Dataset entries
----

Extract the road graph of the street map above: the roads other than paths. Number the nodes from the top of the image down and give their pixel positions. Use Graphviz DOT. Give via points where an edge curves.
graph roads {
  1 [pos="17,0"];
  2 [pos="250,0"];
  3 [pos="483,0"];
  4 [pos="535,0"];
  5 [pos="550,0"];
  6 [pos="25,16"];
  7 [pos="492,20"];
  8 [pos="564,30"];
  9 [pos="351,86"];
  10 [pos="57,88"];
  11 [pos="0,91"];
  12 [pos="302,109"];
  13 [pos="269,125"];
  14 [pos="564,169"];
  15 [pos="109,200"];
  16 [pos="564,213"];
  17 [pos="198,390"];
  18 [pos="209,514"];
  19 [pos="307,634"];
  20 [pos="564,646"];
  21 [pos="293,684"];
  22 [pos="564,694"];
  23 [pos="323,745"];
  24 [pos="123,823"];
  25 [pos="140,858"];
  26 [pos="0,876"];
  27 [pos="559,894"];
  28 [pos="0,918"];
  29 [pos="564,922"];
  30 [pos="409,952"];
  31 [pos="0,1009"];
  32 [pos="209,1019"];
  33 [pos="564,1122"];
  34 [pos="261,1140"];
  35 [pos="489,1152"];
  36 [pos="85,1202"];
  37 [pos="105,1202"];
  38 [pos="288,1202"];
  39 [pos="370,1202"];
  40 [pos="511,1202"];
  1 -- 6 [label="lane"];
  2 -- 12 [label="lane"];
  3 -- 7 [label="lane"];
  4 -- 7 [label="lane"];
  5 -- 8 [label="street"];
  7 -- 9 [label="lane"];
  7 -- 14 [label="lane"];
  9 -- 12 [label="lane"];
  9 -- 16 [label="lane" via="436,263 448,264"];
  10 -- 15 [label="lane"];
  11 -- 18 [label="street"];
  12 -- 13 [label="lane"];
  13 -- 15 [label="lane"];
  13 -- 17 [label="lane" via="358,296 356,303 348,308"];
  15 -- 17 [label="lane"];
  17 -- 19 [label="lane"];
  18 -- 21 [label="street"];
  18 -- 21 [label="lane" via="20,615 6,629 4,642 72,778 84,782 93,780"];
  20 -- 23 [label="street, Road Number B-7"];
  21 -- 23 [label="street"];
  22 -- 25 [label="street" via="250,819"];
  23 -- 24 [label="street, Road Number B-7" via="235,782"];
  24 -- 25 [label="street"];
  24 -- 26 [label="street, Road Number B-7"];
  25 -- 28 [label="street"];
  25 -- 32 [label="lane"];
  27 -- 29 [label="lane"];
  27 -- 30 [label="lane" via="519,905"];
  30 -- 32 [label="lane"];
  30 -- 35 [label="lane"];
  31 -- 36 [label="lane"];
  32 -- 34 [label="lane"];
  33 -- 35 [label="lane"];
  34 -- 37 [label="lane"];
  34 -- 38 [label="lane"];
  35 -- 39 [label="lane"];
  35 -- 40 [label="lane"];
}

----

Assigned task
Each record is to be repeated exactly.

Answer to this exercise
Extract the road graph of the street map above: the roads other than paths. Number the nodes from the top of the image down and give their pixel positions. Use Graphviz DOT. Give via points where an edge curves.
graph roads {
  1 [pos="17,0"];
  2 [pos="250,0"];
  3 [pos="483,0"];
  4 [pos="535,0"];
  5 [pos="550,0"];
  6 [pos="25,16"];
  7 [pos="492,20"];
  8 [pos="564,30"];
  9 [pos="351,86"];
  10 [pos="57,88"];
  11 [pos="0,91"];
  12 [pos="302,109"];
  13 [pos="269,125"];
  14 [pos="564,169"];
  15 [pos="109,200"];
  16 [pos="564,213"];
  17 [pos="198,390"];
  18 [pos="209,514"];
  19 [pos="307,634"];
  20 [pos="564,646"];
  21 [pos="293,684"];
  22 [pos="564,694"];
  23 [pos="323,745"];
  24 [pos="123,823"];
  25 [pos="140,858"];
  26 [pos="0,876"];
  27 [pos="559,894"];
  28 [pos="0,918"];
  29 [pos="564,922"];
  30 [pos="409,952"];
  31 [pos="0,1009"];
  32 [pos="209,1019"];
  33 [pos="564,1122"];
  34 [pos="261,1140"];
  35 [pos="489,1152"];
  36 [pos="85,1202"];
  37 [pos="105,1202"];
  38 [pos="288,1202"];
  39 [pos="370,1202"];
  40 [pos="511,1202"];
  1 -- 6 [label="lane"];
  2 -- 12 [label="lane"];
  3 -- 7 [label="lane"];
  4 -- 7 [label="lane"];
  5 -- 8 [label="street"];
  7 -- 9 [label="lane"];
  7 -- 14 [label="lane"];
  9 -- 12 [label="lane"];
  9 -- 16 [label="lane" via="436,263 448,264"];
  10 -- 15 [label="lane"];
  11 -- 18 [label="street"];
  12 -- 13 [label="lane"];
  13 -- 15 [label="lane"];
  13 -- 17 [label="lane" via="358,296 356,303 348,308"];
  15 -- 17 [label="lane"];
  17 -- 19 [label="lane"];
  18 -- 21 [label="street"];
  18 -- 21 [label="lane" via="20,615 6,629 4,642 72,778 84,782 93,780"];
  20 -- 23 [label="street, Road Number B-7"];
  21 -- 23 [label="street"];
  22 -- 25 [label="street" via="250,819"];
  23 -- 24 [label="street, Road Number B-7" via="235,782"];
  24 -- 25 [label="street"];
  24 -- 26 [label="street, Road Number B-7"];
  25 -- 28 [label="street"];
  25 -- 32 [label="lane"];
  27 -- 29 [label="lane"];
  27 -- 30 [label="lane" via="519,905"];
  30 -- 32 [label="lane"];
  30 -- 35 [label="lane"];
  31 -- 36 [label="lane"];
  32 -- 34 [label="lane"];
  33 -- 35 [label="lane"];
  34 -- 37 [label="lane"];
  34 -- 38 [label="lane"];
  35 -- 39 [label="lane"];
  35 -- 40 [label="lane"];
}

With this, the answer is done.